Six years ago, the Canadian author Clancy Martin made a splash with his autobiographical novel How to Sell, based on the hard-drinking years he spent as a jewellery salesman before going to college and beginning the brilliant academic career he currently enjoys as a philosopher. Now he has come up with a weird, densely focused novella about an adulterous affair being pursued by an alcoholic female writer, who is the one doing the narrating. It’s beside the point to wonder if this too is autobiographical. In his acknowledgements, Martin thanks the people who ‘together convinced me to rewrite what began as a memoir into fiction’. As ever, there is incidental interest in wondering how and where that transformation has been achieved, and if the author is in complete conscious control of the process.

Brett — the name’s gender-ambiguity is remarked upon on at one stage — is a hugely esteemed novelist. She is married to a colossally successful real-estate developer called Paul, who is extending his portfolio of luxury hotels throughout Central America. They live in Mexico City and both are on second marriages. Brett is a reasonably successful stepmother to Paul’s sons from his previous relationship; she also has to deal with Paul’s needy, childlike, pathetically boozy old father.

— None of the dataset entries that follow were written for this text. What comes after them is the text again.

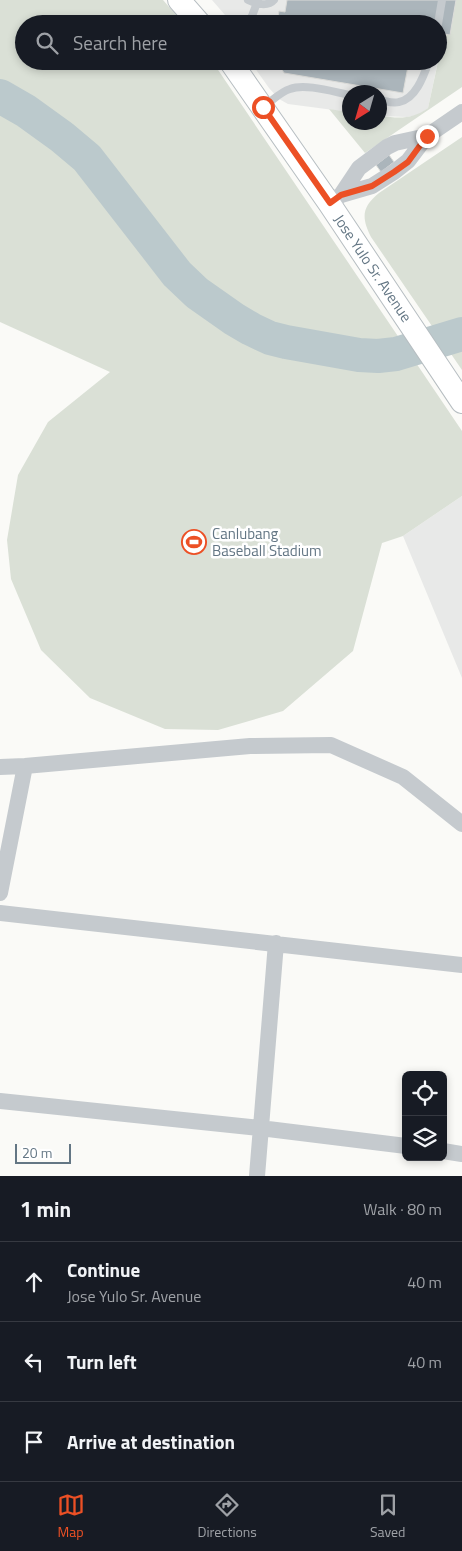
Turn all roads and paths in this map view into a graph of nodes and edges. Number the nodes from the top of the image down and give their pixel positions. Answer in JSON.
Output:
{"nodes":[{"id":1,"x":180,"y":0,"type":"edge"},
{"id":2,"x":248,"y":0,"type":"edge"},
{"id":3,"x":274,"y":0,"type":"edge"},
{"id":4,"x":442,"y":0,"type":"edge"},
{"id":5,"x":258,"y":2,"type":"edge"},
{"id":6,"x":192,"y":15,"type":"edge"},
{"id":7,"x":252,"y":15,"type":"edge"},
{"id":8,"x":440,"y":15,"type":"edge"},
{"id":9,"x":236,"y":70,"type":"edge"},
{"id":10,"x":425,"y":70,"type":"edge"},
{"id":11,"x":342,"y":94,"type":"edge"},
{"id":12,"x":387,"y":101,"type":"edge"},
{"id":13,"x":263,"y":107,"type":"junction"},
{"id":14,"x":462,"y":112,"type":"edge"},
{"id":15,"x":427,"y":136,"type":"junction"},
{"id":16,"x":335,"y":199,"type":"junction"},
{"id":17,"x":459,"y":397,"type":"edge"},
{"id":18,"x":25,"y":766,"type":"junction"},
{"id":19,"x":0,"y":767,"type":"edge"},
{"id":20,"x":462,"y":824,"type":"edge"},
{"id":21,"x":0,"y":893,"type":"edge"},
{"id":22,"x":0,"y":913,"type":"edge"},
{"id":23,"x":276,"y":943,"type":"junction"},
{"id":24,"x":462,"y":965,"type":"edge"},
{"id":25,"x":0,"y":1100,"type":"edge"},
{"id":26,"x":260,"y":1128,"type":"junction"},
{"id":27,"x":402,"y":1146,"type":"edge"},
{"id":28,"x":447,"y":1152,"type":"edge"},
{"id":29,"x":462,"y":1154,"type":"edge"},
{"id":30,"x":257,"y":1176,"type":"edge"}],
"edges":[{"from":1,"to":6,"type":"street"},
{"from":2,"to":5,"type":"lane"},
{"from":3,"to":5,"type":"lane"},
{"from":4,"to":8,"type":"lane"},
{"from":5,"to":7,"type":"lane"},
{"from":9,"to":13,"type":"street","name":"Jose Yulo Sr. Avenue"},
{"from":10,"to":12,"type":"lane"},
{"from":11,"to":13,"type":"lane"},
{"from":13,"to":16,"type":"street","name":"Jose Yulo Sr. Avenue"},
{"from":14,"to":15,"type":"street"},
{"from":15,"to":16,"type":"street"},
{"from":15,"to":16,"type":"street"},
{"from":16,"to":17,"type":"street","name":"Jose Yulo Sr. Avenue"},
{"from":18,"to":19,"type":"street"},
{"from":18,"to":20,"type":"street"},
{"from":18,"to":21,"type":"street"},
{"from":22,"to":23,"type":"street"},
{"from":23,"to":24,"type":"street"},
{"from":23,"to":26,"type":"street"},
{"from":25,"to":26,"type":"street"},
{"from":26,"to":27,"type":"street"},
{"from":26,"to":30,"type":"street"},
{"from":28,"to":29,"type":"street"}]}
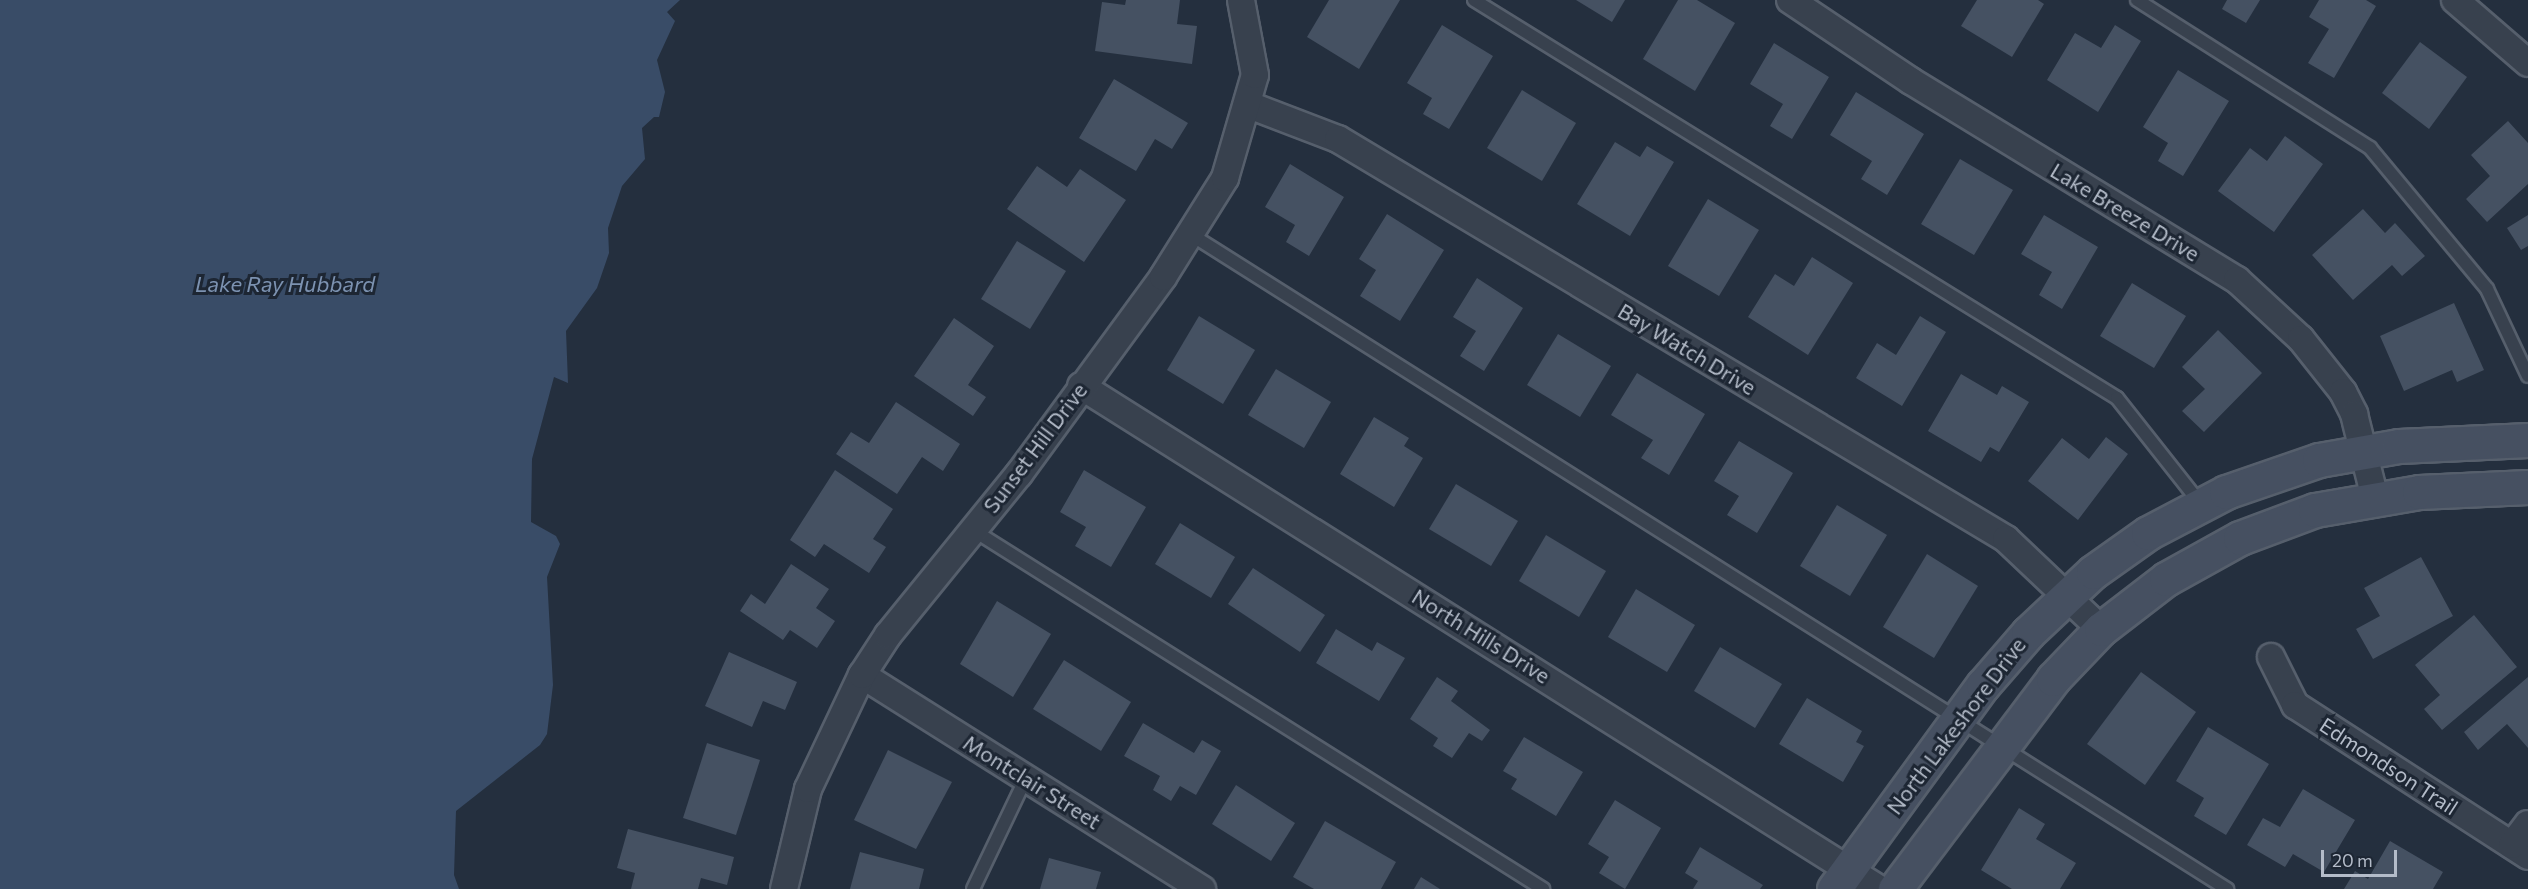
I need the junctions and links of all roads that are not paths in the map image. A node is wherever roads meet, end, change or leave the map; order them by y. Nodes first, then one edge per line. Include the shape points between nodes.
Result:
1 (1241, 0) edge
2 (1474, 0) edge
3 (1790, 0) edge
4 (2137, 0) edge
5 (2461, 1) edge
6 (2528, 63) edge
7 (1249, 105) junction
8 (1190, 234) junction
9 (2528, 376) edge
10 (1081, 386) junction
11 (2528, 440) edge
12 (2364, 450) junction
13 (2528, 487) edge
14 (2375, 498) junction
15 (2200, 504) junction
16 (973, 530) junction
17 (2067, 595) junction
18 (2102, 629) junction
19 (2271, 657) dead end
20 (862, 675) junction
21 (1959, 717) junction
22 (1999, 746) junction
23 (1026, 778) junction
24 (2528, 824) edge
25 (2520, 851) edge
26 (1841, 879) edge
27 (1172, 881) edge
28 (784, 889) edge
29 (973, 889) edge
30 (1202, 889) edge
31 (1543, 889) edge
32 (1879, 889) edge
33 (1895, 889) edge
34 (2227, 889) edge

1 - 7 street, Sunset Hill Drive via 1255,75
2 - 15 lane via 2117,398
3 - 12 street, Lake Breeze Drive via 1911,81 2237,280 2301,339 2343,392
4 - 9 lane via 2370,148 2487,289
5 - 6 street
7 - 8 street, Sunset Hill Drive via 1225,178
7 - 17 street, Bay Watch Drive via 1338,140 1380,164 2006,539
8 - 10 street, Sunset Hill Drive
8 - 21 lane
10 - 16 street, Sunset Hill Drive via 1019,474
10 - 26 street, North Hills Drive
11 - 12 main road, North Lakeshore Drive
12 - 14 street, Lake Breeze Drive
12 - 15 main road, North Lakeshore Drive via 2284,470
13 - 14 main road via 2453,489
14 - 18 main road via 2277,522 2213,551 2166,579
15 - 17 main road, North Lakeshore Drive via 2118,553
16 - 20 street, Sunset Hill Drive via 888,635
16 - 31 lane
17 - 18 street, Bay Watch Drive
17 - 21 main road, North Lakeshore Drive via 2013,650
18 - 22 main road via 2053,679
19 - 25 street, Edmondson Trail via 2295,705
20 - 23 street, Montclair Street
20 - 28 street, Sunset Hill Drive via 808,789
21 - 22 lane
21 - 26 main road, North Lakeshore Drive
22 - 33 main road
22 - 34 lane
23 - 27 street, Montclair Street
23 - 29 lane
24 - 25 street
26 - 32 street, North Hills Drive
27 - 30 street, Montclair Street

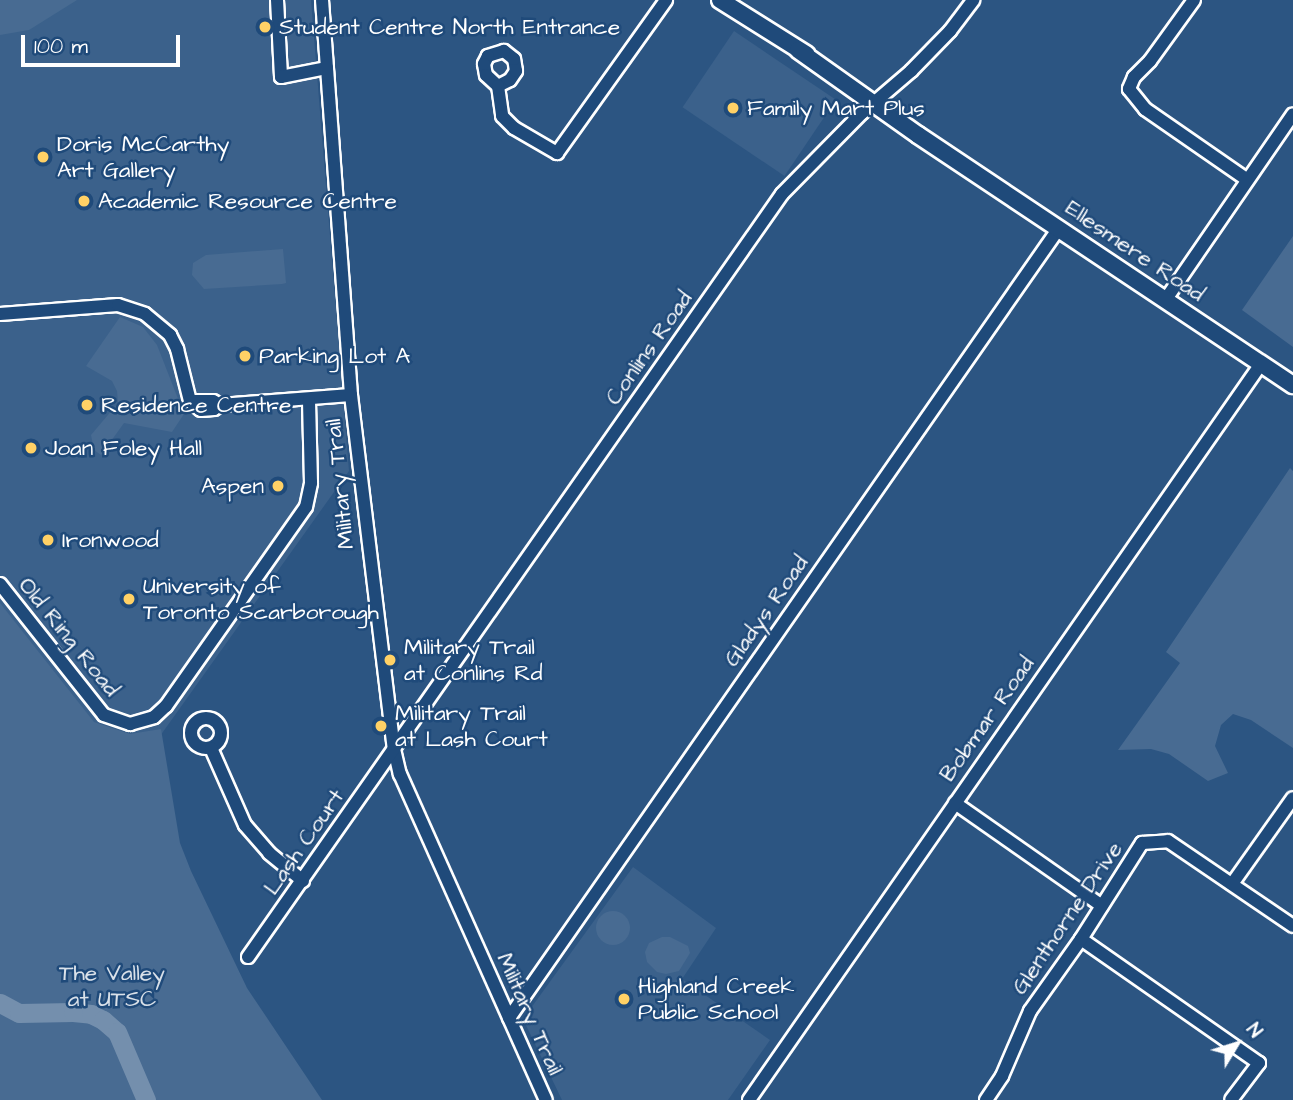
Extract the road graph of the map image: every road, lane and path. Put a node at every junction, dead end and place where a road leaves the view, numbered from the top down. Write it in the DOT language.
graph roads {
  1 [pos="277,0"];
  2 [pos="322,0"];
  3 [pos="666,0"];
  4 [pos="720,0"];
  5 [pos="973,0"];
  6 [pos="1194,0"];
  7 [pos="327,68"];
  8 [pos="498,86"];
  9 [pos="878,101"];
  10 [pos="1293,114"];
  11 [pos="1247,179"];
  12 [pos="1059,228"];
  13 [pos="1166,299"];
  14 [pos="0,314"];
  15 [pos="1261,364"];
  16 [pos="1293,385"];
  17 [pos="352,396"];
  18 [pos="309,398"];
  19 [pos="0,584"];
  20 [pos="211,747"];
  21 [pos="394,749"];
  22 [pos="1293,798"];
  23 [pos="955,803"];
  24 [pos="303,881"];
  25 [pos="1232,884"];
  26 [pos="1102,906"];
  27 [pos="1293,926"];
  28 [pos="1082,939"];
  29 [pos="247,957"];
  30 [pos="509,1018"];
  31 [pos="546,1100"];
  32 [pos="749,1100"];
  33 [pos="986,1100"];
  34 [pos="1231,1100"];
  1 -- 7 [label="street"];
  2 -- 7 [label="street, Military Trail"];
  3 -- 8 [label="street"];
  4 -- 9 [label="main road, Ellesmere Road"];
  5 -- 9 [label="street, Conlins Road"];
  6 -- 11 [label="street"];
  7 -- 17 [label="street, Military Trail"];
  9 -- 12 [label="main road, Ellesmere Road"];
  9 -- 21 [label="street, Conlins Road"];
  10 -- 11 [label="street"];
  11 -- 13 [label="street"];
  12 -- 13 [label="main road, Ellesmere Road"];
  12 -- 30 [label="street, Gladys Road"];
  13 -- 15 [label="main road, Ellesmere Road"];
  14 -- 18 [label="street"];
  15 -- 16 [label="main road, Ellesmere Road"];
  15 -- 23 [label="street, Bobmar Road"];
  17 -- 18 [label="street"];
  17 -- 21 [label="street, Military Trail"];
  18 -- 19 [label="street, Old Ring Road"];
  20 -- 24 [label="street"];
  21 -- 24 [label="street, Lash Court"];
  21 -- 30 [label="street, Military Trail"];
  22 -- 25 [label="street"];
  23 -- 26 [label="street"];
  23 -- 32 [label="street, Bobmar Road"];
  24 -- 29 [label="street, Lash Court"];
  25 -- 26 [label="street, Glenthorne Drive"];
  25 -- 27 [label="street, Glenthorne Drive"];
  26 -- 28 [label="street, Glenthorne Drive"];
  28 -- 33 [label="street, Glenthorne Drive"];
  28 -- 34 [label="street"];
  30 -- 31 [label="street, Military Trail"];
}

But Brett is bored. She has quit drinking, which has caused her creative juices to dry up. So she is ripe for adventure on meeting Paul’s suave banker Eduard, a lethally handsome man resembling Benicio Del Toro, and begins a crazily indiscreet affair with him. Their marathon sex sessions
reignite her destructive passion for alcohol, and Brett gets her writerly mojo back:

I wrote a story about a man who kills a Mexican prostitute. Then I wrote one about an effeminate old man who falls in love with a 20-year-old. I sent them to my agent and she placed them immediately. She wrote: ‘Whatever it is you’re doing, don’t stop.’


The joy of sex and the joy of booze are as one — and then they become the opposite of joyful.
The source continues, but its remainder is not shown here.